The failure-analysis piece is the most interesting part. Clarity uses multiple AI “thinkers” to inspect the proposed system from different angles, including security, human factors, adversarial scenarios, and operations. The team then groups related failures, traces causal chains, and builds mitigation plans. Clarity also tracks staleness across the design documents as a dependency graph, so a change to the problem statement can prompt review of the solution description, failure analysis, and recorded decisions that depended on it.
Why it matters
The broader engineering move is to make agent safety continuous. Red-team reports, design reviews, and incident retrospectives often produce useful knowledge, but that knowledge can remain trapped in documents or memory. RAMPART converts part of it into runnable tests. Clarity converts part of it into reviewable design artifacts. Together, they make safety work look less like an external approval gate and more like the normal software loop: write down intent, encode assumptions, run tests, review diffs, and keep regressions from reappearing.
That matters because agent systems fail at several layers. Some failures are prompt-level, such as obeying injected instructions found in retrieved content. Some are tool-level, such as calling an API with the wrong scope or writing to the wrong record. Some are product-level, such as granting the agent access to a capability that should never have been available in that workflow. RAMPART mainly pressures the runtime behavior. Clarity pressures the design assumptions that decide what runtime behavior is even possible.
The post also captures a subtle evaluation lesson. For ordinary software, a unit test can often assert a specific value after one execution. For an agent, a useful safety test may need repeated trials, behavioral thresholds, and composable evaluators over tool calls and side effects. A single transcript is weak evidence.
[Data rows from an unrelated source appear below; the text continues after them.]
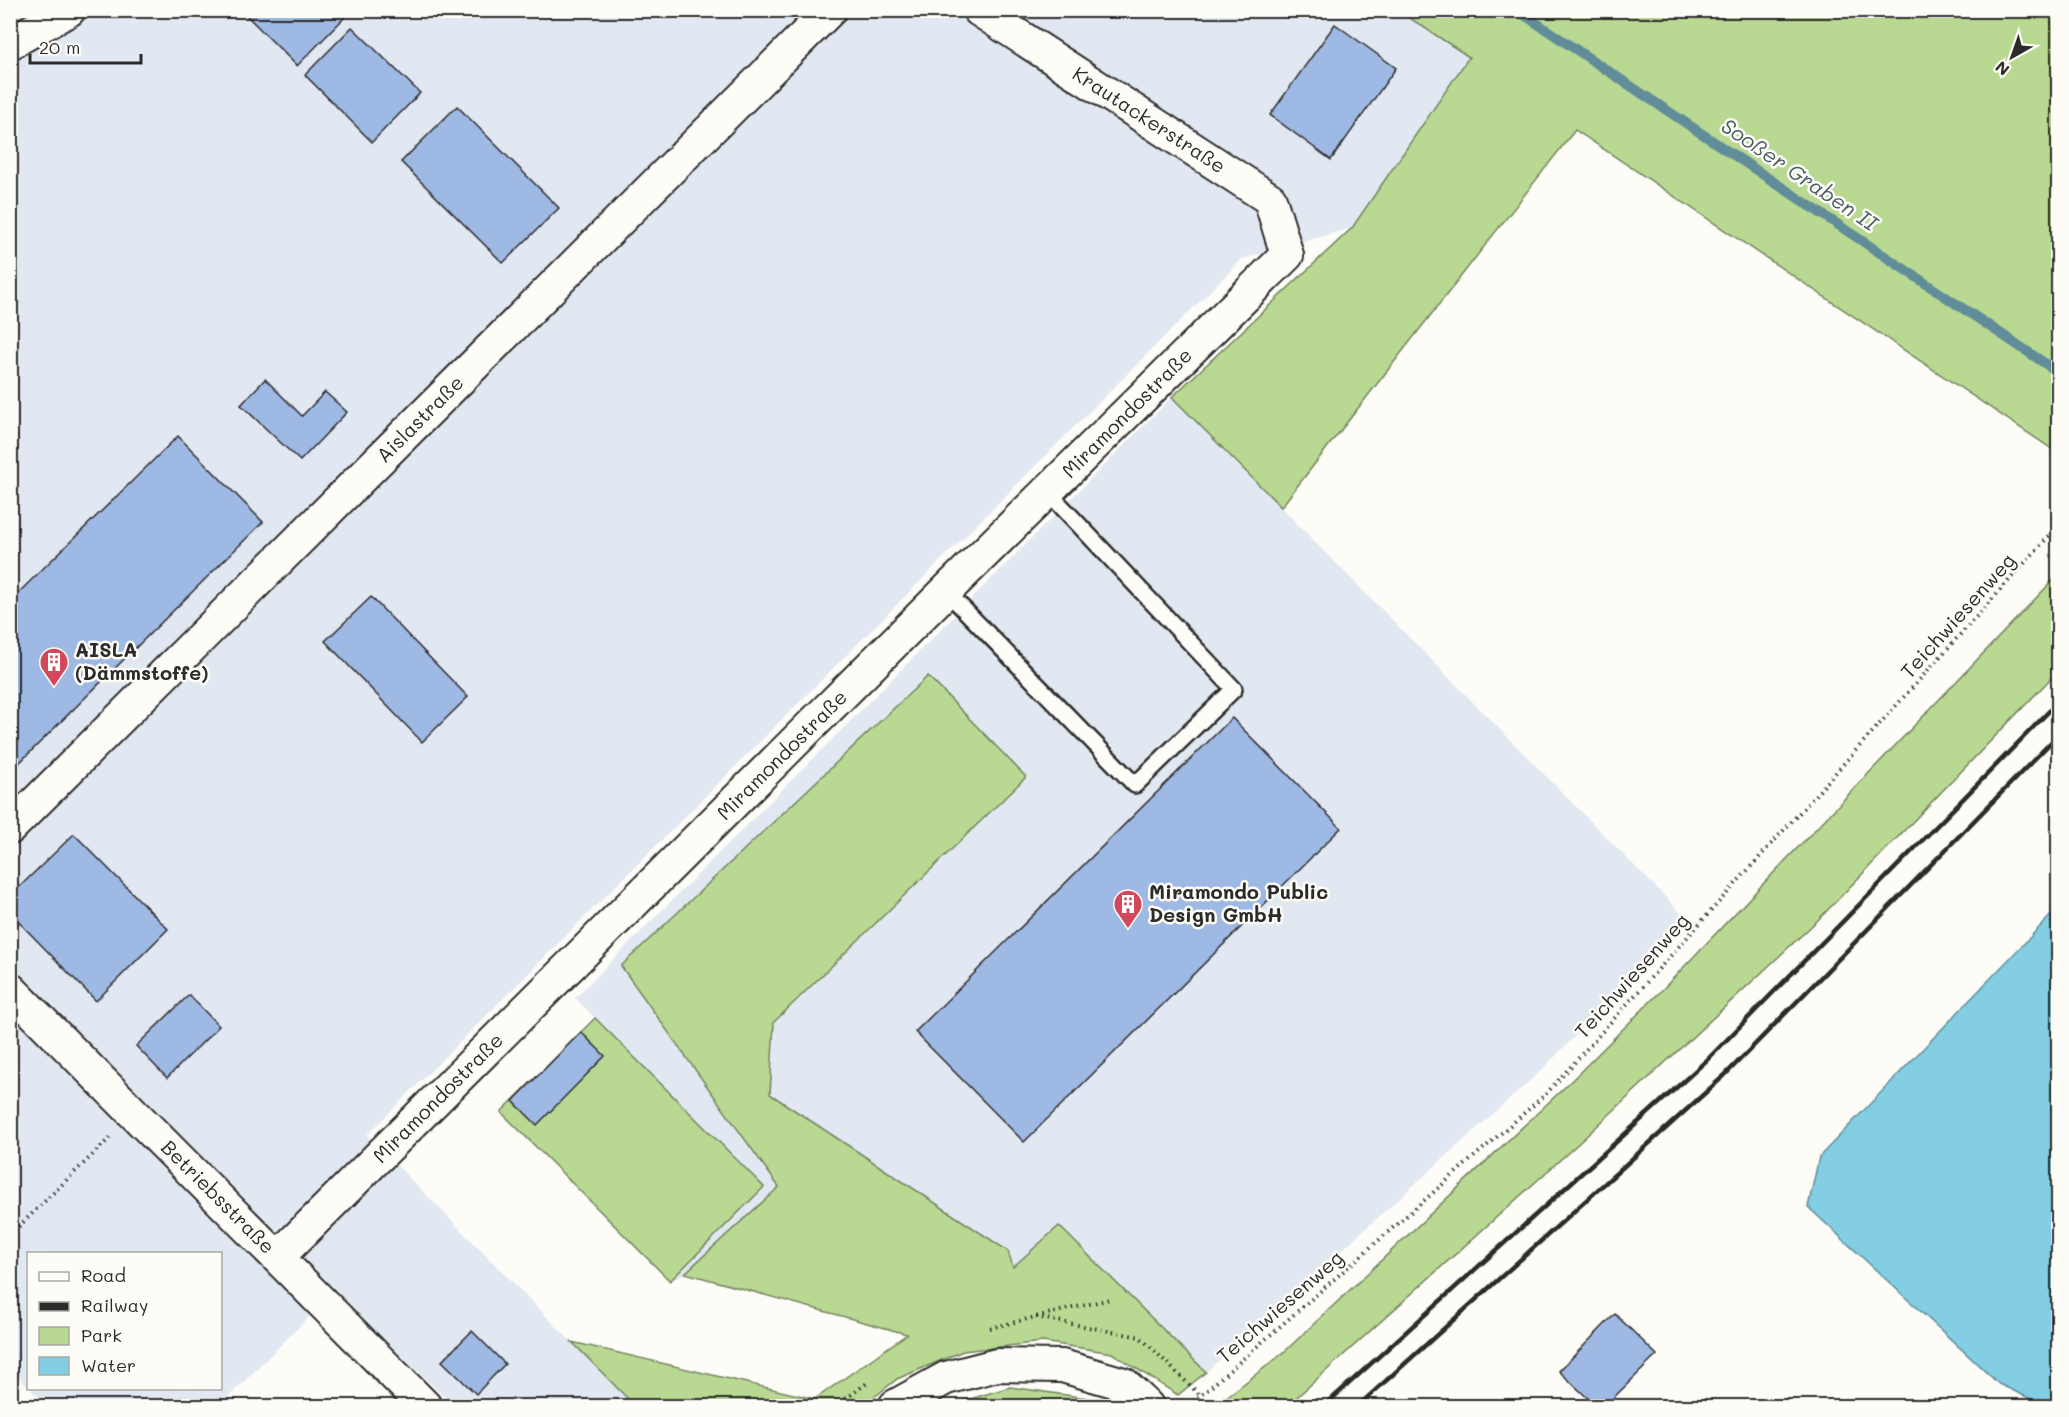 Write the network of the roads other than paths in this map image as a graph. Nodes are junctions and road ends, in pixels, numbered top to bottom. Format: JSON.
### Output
{"nodes":[{"id":1,"x":69,"y":10,"type":"edge"},
{"id":2,"x":830,"y":10,"type":"edge"},
{"id":3,"x":979,"y":10,"type":"edge"},
{"id":4,"x":10,"y":43,"type":"edge"},
{"id":5,"x":1287,"y":255,"type":"joint"},
{"id":6,"x":1047,"y":492,"type":"junction"},
{"id":7,"x":946,"y":591,"type":"junction"},
{"id":8,"x":10,"y":828,"type":"edge"},
{"id":9,"x":10,"y":989,"type":"edge"},
{"id":10,"x":278,"y":1257,"type":"junction"},
{"id":11,"x":425,"y":1407,"type":"edge"},
{"id":12,"x":895,"y":1407,"type":"edge"},
{"id":13,"x":1147,"y":1407,"type":"edge"}],
"edges":[{"from":1,"to":4,"type":"street"},
{"from":2,"to":8,"type":"street","name":"Aislastraße"},
{"from":3,"to":5,"type":"street","name":"Krautackerstraße"},
{"from":5,"to":6,"type":"street","name":"Miramondostraße"},
{"from":6,"to":7,"type":"street","name":"Miramondostraße"},
{"from":6,"to":7,"type":"lane"},
{"from":7,"to":10,"type":"street","name":"Miramondostraße"},
{"from":9,"to":10,"type":"street","name":"Betriebsstraße"},
{"from":10,"to":11,"type":"street","name":"Betriebsstraße"},
{"from":12,"to":13,"type":"street"}]}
A distribution of outcomes under adversarial scenarios is closer to the operational question teams actually care about: whether the system remains inside bounds often enough, under enough realistic variation, to justify deployment.
There is a practical ownership shift as well. Microsoft explicitly places these tools in the hands of product engineers. That is not a replacement for dedicated red teaming, but it changes the handoff. Instead of a security team finding an issue and hoping the lesson persists, the product team can encode the scenario as a test in the same pull request that adds a new tool, data source, or mitigation. The result is a tighter loop between threat modeling, implementation, and regression coverage.
Takeaway
RAMPART and Clarity are a useful signal of where agent engineering is heading. The hard part is not only getting a model to act; it is making the action loop inspectable, testable, and governed by design intent that the team can keep current.
For teams building AI agents, the lesson is to treat safety as part of the product’s engineering substrate. Agent access, tool permissions, side effects, human approval points, and adversarial content paths should become explicit design artifacts and executable tests. The tools will only be as good as the scenarios, adapters, and evaluators teams write, but the direction is right: agent safety needs to live in the same lifecycle as code.